Why is R so important for scientists? Andy Wills in the Linux Journal writes about R in the light of the idea of Open Science, and in connection with the relevance of the crisis of reproducibility in psychology. The psychologist and data-scientist Evgeny Tomilov , whom I turned to, justified the importance of R for science in the answer:
R allows you to create reproducible research protocols, including data and their processing. In conditions of total falsifications and an urgent need to increase the reproducibility and credibility of scientific works, the use of this tool is at least useful, and at least ethical.Z.Y. It is also interesting that on Google Scholar there is an R Core Team profile similar to the profiles of individual researchers, with a good Hirsch index of 50 (for this you need to have more than 50 publications, while the publication of 50 in a row, when ranking by the number of citations, should have a number citations equal to 50).
* It is difficult to give an exact date due to the peculiarities of calculating and detailing the data, most likely this has happened in the last few months.
** namely, the owners of the library card of the Russian National Library, RSL, and the Gorky library and student card of St.
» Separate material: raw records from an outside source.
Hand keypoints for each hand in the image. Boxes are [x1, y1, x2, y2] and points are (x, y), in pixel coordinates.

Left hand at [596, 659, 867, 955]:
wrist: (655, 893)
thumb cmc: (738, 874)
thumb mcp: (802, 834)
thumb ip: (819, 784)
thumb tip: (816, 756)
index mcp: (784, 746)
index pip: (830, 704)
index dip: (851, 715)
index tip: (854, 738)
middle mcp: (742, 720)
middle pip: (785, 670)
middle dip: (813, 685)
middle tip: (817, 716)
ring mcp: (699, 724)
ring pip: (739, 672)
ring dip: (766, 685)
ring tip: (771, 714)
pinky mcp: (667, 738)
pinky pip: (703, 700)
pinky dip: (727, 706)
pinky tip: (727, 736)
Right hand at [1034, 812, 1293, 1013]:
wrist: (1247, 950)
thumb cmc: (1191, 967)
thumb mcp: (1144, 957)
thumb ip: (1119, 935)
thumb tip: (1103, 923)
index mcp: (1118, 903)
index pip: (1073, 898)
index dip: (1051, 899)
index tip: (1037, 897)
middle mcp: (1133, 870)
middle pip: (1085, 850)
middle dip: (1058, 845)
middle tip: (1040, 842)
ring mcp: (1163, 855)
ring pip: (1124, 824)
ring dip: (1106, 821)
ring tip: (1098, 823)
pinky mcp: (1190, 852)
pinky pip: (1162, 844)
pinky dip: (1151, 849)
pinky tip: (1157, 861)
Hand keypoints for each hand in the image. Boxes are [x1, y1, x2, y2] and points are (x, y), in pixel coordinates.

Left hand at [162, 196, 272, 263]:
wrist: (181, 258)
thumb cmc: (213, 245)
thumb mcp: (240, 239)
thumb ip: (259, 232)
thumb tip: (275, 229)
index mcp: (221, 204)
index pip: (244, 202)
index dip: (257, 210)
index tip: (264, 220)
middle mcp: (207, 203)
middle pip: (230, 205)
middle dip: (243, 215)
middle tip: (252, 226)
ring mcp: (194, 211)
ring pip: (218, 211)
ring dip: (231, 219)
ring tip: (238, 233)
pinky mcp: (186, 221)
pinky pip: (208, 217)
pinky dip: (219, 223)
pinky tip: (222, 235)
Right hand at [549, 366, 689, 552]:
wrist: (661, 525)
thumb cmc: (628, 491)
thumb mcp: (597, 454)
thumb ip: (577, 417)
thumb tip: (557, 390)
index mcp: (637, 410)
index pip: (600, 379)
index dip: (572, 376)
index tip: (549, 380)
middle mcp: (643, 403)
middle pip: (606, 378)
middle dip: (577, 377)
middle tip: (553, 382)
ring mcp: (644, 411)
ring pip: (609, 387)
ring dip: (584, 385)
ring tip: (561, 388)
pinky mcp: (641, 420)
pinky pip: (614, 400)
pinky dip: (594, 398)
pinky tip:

Petersburg State University, as well as several other universities.
How to reproduce KDPV:
In the “Search by reference bibliography” section, you can enter the query 1000-2999 in the search by year and get a sample of 264 million results from 268 (the remaining ones probably did not indicate the year, but it is unlikely that they are somehow essential for subsequent manipulations) . Rank by number of citations. Next, export the results, and filter out those that have a Source column, but no Title column (for example, in the case of a journal article, the journal’s name is given in the first case, and the publication’s title in the second, then the contents both columns will be the same, and only in the case of non-indexed sources, the "Heading" column will be empty).